- Directed by: Veronica Alice Mannix
- Produced by: Gillian Darling-Kovanic
- Production company: National Film Board of Canada
- Release date: 1999;
- Running time: 52 minutes
- Country: Canada

= Through a Blue Lens =

Through a Blue Lens is a Canadian documentary film produced by the National Film Board of Canada. The film follows interactions between police officers and drug addicts and documents the extreme poverty and suffering many addicts endure.

==Production==
Through a Blue Lens was produced by the National Film Board of Canada and directed by Veronica Alice Mannix. It was shot in Vancouver's Downtown Eastside. The film is 52 minutes in length and incorporates 22 minutes of footage shot by a group of Vancouver Police Officers called The Odd Squad Productions Society.

==Description==
This award-winning documentary film, shot in Vancouver, British Columbia, Canada’s notorious Downtown Eastside, caught the eyes of audiences, film makers and critics worldwide for its unusual and sensitive depiction of life on the street.

Through A Blue Lens documents a year of life and death on the street and behind tenement walls. A striking aspect of the film is not only the horror of drug abuse but the story of how the interaction between the police and the people who are living with complex substance abuse and mental health diagnoses, with the camera as a catalyst, actually changed the people involved. The cops became more sympathetic to the people on the street and their complex barriers to care, in having friendship extended to them by the police and film makers, developed self-esteem and, in some cases, actually were able to move towards recovery.

This documentary was made during the height of the then unpublished scandal of the missing women in downtown Vancouver. At least one of the women who appears on camera named April Reoch was later identified was thought to be one of the victims. She died on Christmas Day of 2000. It was later discovered that she was murdered by Ian Mathieson Rowe, and not by Robert Pickton.

==Awards==
- Japan Prize (2000) (Tokyo) Category: Adult Education winner
- Chris Award (2000) (Columbus, Ohio) Category: Social Issues
- Reel 2 Real International Film Festival (2000) (Vancouver): Award for Most Inspirational Short film or Video - given by the Youth Jury

==Origin==
While the Mannix team was filming their previous documentary, Down Here, they met two officers who had something to say about the gentrification of the Downtown Eastside. The officers had been using still cameras to document many of the circumstances people suffered and took these images to local schools to educate youth.

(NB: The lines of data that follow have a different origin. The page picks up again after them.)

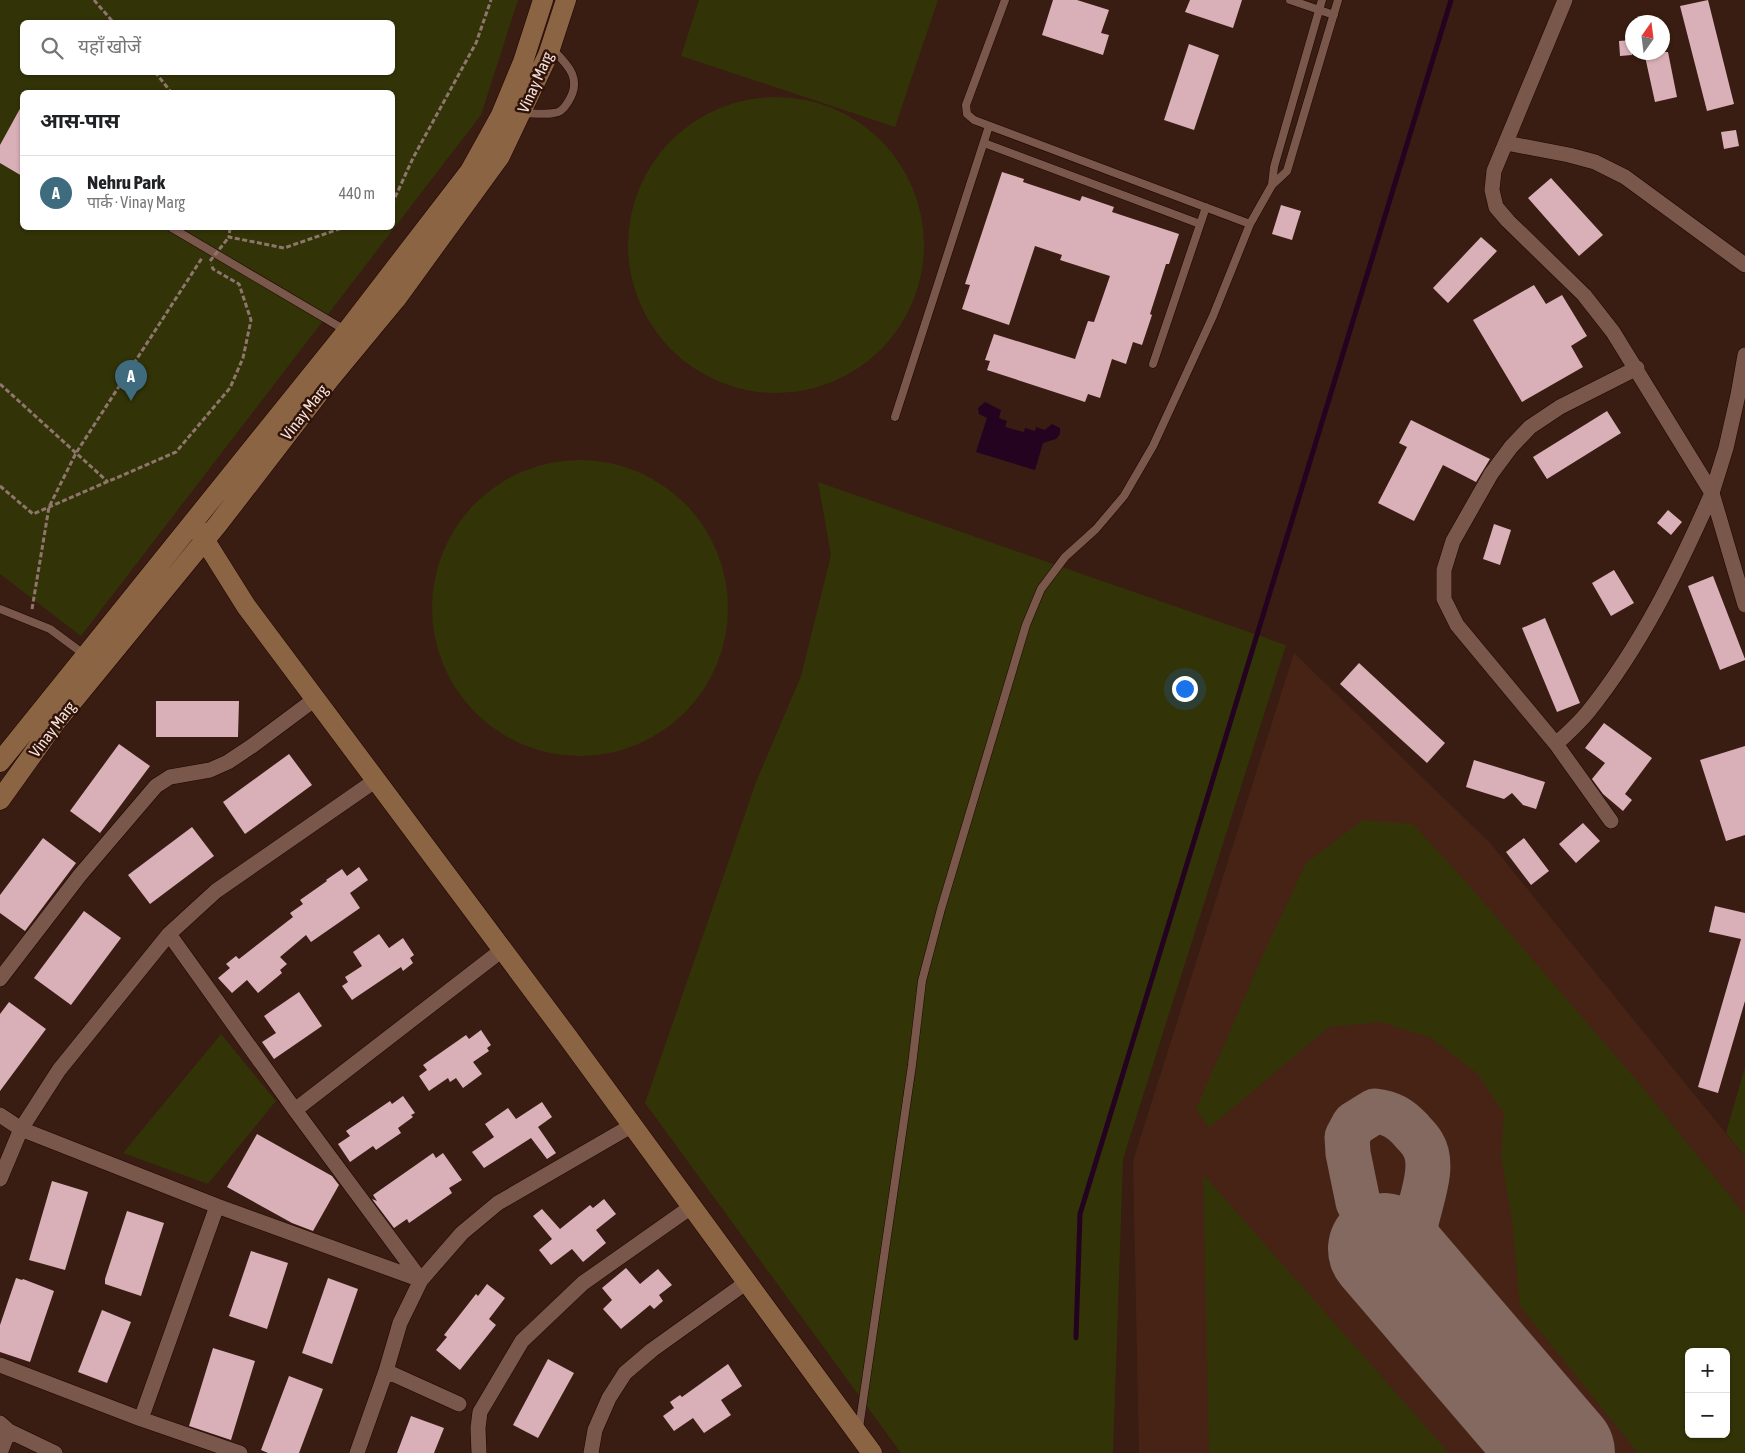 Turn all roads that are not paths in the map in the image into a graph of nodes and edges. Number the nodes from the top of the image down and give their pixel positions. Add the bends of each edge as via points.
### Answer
1 (543, 0) edge
2 (566, 0) edge
3 (1005, 0) edge
4 (1290, 0) edge
5 (1322, 0) edge
6 (1338, 0) edge
7 (1565, 0) edge
8 (1319, 10) junction
9 (1334, 15) junction
10 (550, 48) junction
11 (522, 113) junction
12 (990, 126) junction
13 (1506, 142) junction
14 (984, 143) junction
15 (1272, 185) junction
16 (1206, 206) junction
17 (1200, 224) junction
18 (1250, 224) junction
19 (175, 230) edge
20 (1745, 265) edge
21 (347, 331) junction
22 (1745, 355) edge
23 (1154, 364) dead end
24 (1637, 368) junction
25 (895, 417) dead end
26 (1712, 493) junction
27 (199, 531) junction
28 (1745, 605) edge
29 (0, 609) edge
30 (87, 656) junction
31 (315, 699) junction
32 (1556, 744) junction
33 (0, 762) edge
34 (376, 780) junction
35 (0, 800) edge
36 (1611, 821) dead end
37 (170, 934) junction
38 (502, 950) junction
39 (0, 979) edge
40 (294, 1110) junction
41 (0, 1115) edge
42 (632, 1126) junction
43 (21, 1129) junction
44 (0, 1179) edge
45 (217, 1206) junction
46 (692, 1207) junction
47 (421, 1280) junction
48 (747, 1282) junction
49 (0, 1365) edge
50 (386, 1371) junction
51 (459, 1404) dead end
52 (141, 1419) junction
53 (5, 1427) edge
54 (858, 1432) junction
55 (0, 1453) edge
56 (55, 1453) edge
57 (240, 1453) edge
58 (357, 1453) edge
59 (478, 1453) edge
60 (591, 1453) edge
61 (872, 1453) edge

1 - 21 main road, Vinay Marg via 505,106 470,171
2 - 10 main road, Vinay Marg
3 - 12 lane via 966,105 966,114
4 - 8 lane
5 - 8 lane
6 - 9 lane
7 - 13 street
8 - 9 lane
8 - 15 lane via 1274,167
9 - 15 lane via 1287,171
10 - 11 main road, Vinay Marg
10 - 11 lane via 568,66 575,80 574,93 565,108 556,113
11 - 27 main road, Vinay Marg via 500,156 407,284
12 - 14 lane
12 - 16 lane
13 - 20 street via 1569,154 1625,177
13 - 24 street via 1494,171 1492,190 1496,207 1584,295 1614,332
14 - 17 lane
14 - 25 lane
15 - 18 lane
16 - 17 lane
16 - 18 lane
17 - 23 lane
18 - 54 lane via 1213,316 1153,446 1124,496 1096,529 1065,557 1041,589 1026,625 922,981
19 - 21 lane
21 - 27 main road, Vinay Marg
22 - 26 street via 1726,448
24 - 26 street
24 - 32 street via 1560,407 1530,427 1491,474 1453,541 1444,570 1444,599 1457,625
26 - 28 street
26 - 32 street via 1688,548 1618,672 1587,713
27 - 30 main road, Vinay Marg
27 - 31 main road via 246,606
27 - 35 main road, Vinay Marg
29 - 30 lane via 50,629
30 - 33 main road, Vinay Marg
31 - 34 main road
31 - 39 street via 228,762 210,770 170,777 156,786 80,875
32 - 36 street
34 - 37 street via 216,892
34 - 38 main road
37 - 40 street
37 - 43 street via 59,1070
38 - 40 street
38 - 42 main road
40 - 47 street
41 - 43 street
42 - 46 main road
42 - 47 street via 498,1203 462,1233
43 - 44 street
43 - 45 street
45 - 47 street
45 - 52 street
46 - 48 main road
46 - 59 street via 583,1283 522,1341 480,1412
47 - 50 street via 400,1323
48 - 54 main road
48 - 60 street via 625,1373 608,1398 595,1430
49 - 52 street
50 - 51 street
50 - 58 street
52 - 57 street
53 - 55 street
53 - 56 street
54 - 61 main road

The Mannix’s were asked by the officers to teach them to use a video camera, so they started by teaching camera handling, camera ethics and power relationships. Following videotaping, the officers would leave the video tapes with Veronica Mannix for screening and comments. Her comments would include direction on follow-up with specific participants. It was during this time that Veronica's vision formed of the relationship of these two unlikely groups of people coming together to try to make a difference. She pitched the story and the National Film Board supported her vision. Veronica used 22 minutes of the officers' 100 hours of videotape; the remainder of the footage was shot by Daniel Mannix as directed by Veronica. Through a Blue Lens started out with seven police officers and nineteen drug users. The final participants included four officers and six drug users.

==Additional credits==
The NFB producer is Gillian Darling Kovanic with Daniel C. Mannix as director of photography. The editor is Shelly Hamer. Running time is 52 minutes.

==Follow-Up==
An official follow-up titled Tears For April: Beyond The Blue Lens (2007), re-introduces the late April Reoch and focuses directly on her struggles with addiction until the discovery of her body on Christmas Day, 2000. Reoch's son Daniel, is also featured in this documentary. The other five users from the previous documentary have made appearances with updated details. Randy Miller, a former user, has successfully stayed sober since 2000 (Miller later had a series of strokes and still lives in New Westminster with his common-law wife Deb). Co-director Al Arsenault, a retired police officer experienced in martial arts, chronicles his experiences with April before her death.

Tears For April: Beyond The Blue Lens was independently produced by The Odd Squad Productions Society. It is co-directed by Al Arsenault and Ken Jubenvill, with writing by Steve Berry.

==Related Films==
- Flipping the World - Drugs Through a Blue Lens (2000) (30 min)
  - Directed by Moira Simpson
  - Produced for the NFB by Gillian Darling Kovanic & George Johnson
- Through a Clear Lens (2001, Headlines Theatre) - Inspired by The Odd Squads work.